VACCINI: SI CHIEDE TRASPARENZA INFORMATIVA E PROCEDIMENTI CHIARI – COMUNICATO 09.04.21

VACCINI: SI CHIEDE TRASPARENZA INFORMATIVA E PROCEDIMENTI CHIARI – COMUNICATO 09.04.21

In balia di un clamoroso disorientamento informativo, i cittadini stanno perdendo fiducia.
Al dato schizofrenico e incontrollabile dell’evoluzione del virus, si aggiunge la forte incertezza sul grado di sicurezza dei vaccini per quanto concerne gli effetti collaterali.
Con i timori, cresce il sospetto che, al centro dell’attenzione, non siano davvero l’interesse alla tutela della salute pubblica, ma che siano ragioni di carattere economico a pilotare le scelte.
Per MI conta la capacità delle Istituzione di dare sollievo alle ansie della Popolazione, con notizie chiare, comprensibili e univoche.

Tra i tanti vaccini disponibili (a RNA – Pfizer-BioNTech e Moderna; a vettore virale; AstraZeneca + University of Oxford; Janssen Pharmaceutical; Sputnik V; a virus inattivato; Sinopharm + China National Biotec Group Co + Wuhan Institute of Biological Products; e proteici – Novavax), in questi giorni l’attenzione mediatica si è concentrata su AstraZeneca per il quale la commissione tecnico scientifica del Ministero della Salute ha dichiarato: «è stata riscontrata un’associazione tra il vaccino Vaxzevria e casi molto rari di tromboembolismi anche gravi, in sedi inusuali, associati a trombocitopenia; ad oggi. L’associazione con gli eventi trombotici sopra descritti non è stata riscontrata nei soggetti di età superiore a 60 anni, nei quali l’incidenza dei casi a seguito della vaccinazione risulta addirittura inferiore rispetto a quella attesa».
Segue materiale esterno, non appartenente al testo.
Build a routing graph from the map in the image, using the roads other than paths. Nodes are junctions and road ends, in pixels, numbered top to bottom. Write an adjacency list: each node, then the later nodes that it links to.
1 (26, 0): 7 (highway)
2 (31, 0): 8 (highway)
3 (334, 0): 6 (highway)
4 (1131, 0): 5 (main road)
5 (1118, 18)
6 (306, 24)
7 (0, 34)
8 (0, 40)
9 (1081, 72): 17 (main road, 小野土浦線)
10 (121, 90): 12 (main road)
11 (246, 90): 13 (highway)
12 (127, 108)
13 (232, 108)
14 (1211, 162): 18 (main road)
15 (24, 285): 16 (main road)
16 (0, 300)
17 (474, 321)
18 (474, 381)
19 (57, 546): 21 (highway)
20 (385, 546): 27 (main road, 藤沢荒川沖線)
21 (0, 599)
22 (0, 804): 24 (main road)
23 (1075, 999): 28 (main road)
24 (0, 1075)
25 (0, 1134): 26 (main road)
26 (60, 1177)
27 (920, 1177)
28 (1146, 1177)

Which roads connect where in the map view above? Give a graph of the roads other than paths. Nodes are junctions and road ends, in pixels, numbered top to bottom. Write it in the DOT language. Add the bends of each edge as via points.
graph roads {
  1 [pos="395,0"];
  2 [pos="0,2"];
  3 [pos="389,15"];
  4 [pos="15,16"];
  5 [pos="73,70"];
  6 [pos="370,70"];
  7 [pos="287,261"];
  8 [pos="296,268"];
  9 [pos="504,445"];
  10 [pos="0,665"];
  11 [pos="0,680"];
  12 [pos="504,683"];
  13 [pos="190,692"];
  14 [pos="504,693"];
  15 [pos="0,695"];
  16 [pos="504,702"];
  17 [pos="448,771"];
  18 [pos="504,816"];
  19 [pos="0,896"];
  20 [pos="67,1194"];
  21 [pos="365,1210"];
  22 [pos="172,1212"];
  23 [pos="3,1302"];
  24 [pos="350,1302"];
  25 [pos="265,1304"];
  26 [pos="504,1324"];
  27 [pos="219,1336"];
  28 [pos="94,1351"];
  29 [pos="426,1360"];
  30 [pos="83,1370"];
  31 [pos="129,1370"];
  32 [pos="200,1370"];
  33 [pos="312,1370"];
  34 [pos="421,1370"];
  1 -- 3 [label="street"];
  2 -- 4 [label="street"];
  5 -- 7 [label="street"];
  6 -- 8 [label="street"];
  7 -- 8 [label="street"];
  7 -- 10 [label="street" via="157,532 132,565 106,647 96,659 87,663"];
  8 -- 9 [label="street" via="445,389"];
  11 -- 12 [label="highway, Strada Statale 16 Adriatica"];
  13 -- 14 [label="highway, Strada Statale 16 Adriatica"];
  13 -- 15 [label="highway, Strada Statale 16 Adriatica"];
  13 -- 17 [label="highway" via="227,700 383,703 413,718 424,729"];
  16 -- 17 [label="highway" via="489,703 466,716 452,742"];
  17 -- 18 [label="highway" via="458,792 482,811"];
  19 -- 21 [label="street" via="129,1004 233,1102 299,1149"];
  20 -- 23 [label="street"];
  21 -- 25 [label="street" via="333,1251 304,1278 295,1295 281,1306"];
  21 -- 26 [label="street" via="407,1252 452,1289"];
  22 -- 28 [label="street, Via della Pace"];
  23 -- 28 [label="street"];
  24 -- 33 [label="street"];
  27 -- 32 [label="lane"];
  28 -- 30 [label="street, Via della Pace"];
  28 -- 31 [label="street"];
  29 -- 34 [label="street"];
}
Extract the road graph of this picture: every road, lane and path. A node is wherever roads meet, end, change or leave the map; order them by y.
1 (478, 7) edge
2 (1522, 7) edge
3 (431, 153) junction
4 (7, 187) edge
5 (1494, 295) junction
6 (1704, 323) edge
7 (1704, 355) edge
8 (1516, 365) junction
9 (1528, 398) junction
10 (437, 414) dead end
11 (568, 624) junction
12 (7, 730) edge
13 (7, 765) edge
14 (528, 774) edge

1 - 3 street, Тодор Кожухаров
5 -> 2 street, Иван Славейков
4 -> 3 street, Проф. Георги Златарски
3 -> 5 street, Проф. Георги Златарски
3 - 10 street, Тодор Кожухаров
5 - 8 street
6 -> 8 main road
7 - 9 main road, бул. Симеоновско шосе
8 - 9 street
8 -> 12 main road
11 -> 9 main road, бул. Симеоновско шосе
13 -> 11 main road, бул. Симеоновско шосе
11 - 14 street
Certamente, la situazione pandemica e lo stress sanitario al quale si è sottoposti ormai da oltre un anno impongono la necessità di una comunicazione meno sensazionalistica, allarmante e contraddittoria, che abbia quale unico fine quello di informare e agevolare la consapevolezza del consenso.
Per questo è fondamentale investire da subito in una campagna informativa centralizzata, improntata a chiarezza e comprensibilità, a garanzia di un consenso realmente informato.

Inoltre, in aderenza al dettaglio tecnico del piano vaccinale già proposto nei mesi scorsi, oggi Meritocrazia auspica che:
si proceda con celerità nella campagna vaccinale, con maggiore attenzione alle categorie a più alto rischio;
– venga rafforzata l’attenzione sull’andamento della campagna vaccinale, con monitoraggio (preferibilmente a carico del medico di famiglia) e gestione degli eventi dopo la somministrazione di qualunque vaccino;
sia migliorata la linea di comunicazione con i medici di base, a oggi non informati sullo stato della partecipazione vaccinale dei propri pazienti;
– sia adottato uno screening obbligatorio per chi sarà chiamato a vaccinarsi.

E’ un momento topico. Cerchiamo di superarlo attraverso chiarezza e verità, perché sono gli unici ingredienti che potrebbero garantire la sicurezza e le scelte dei cittadini.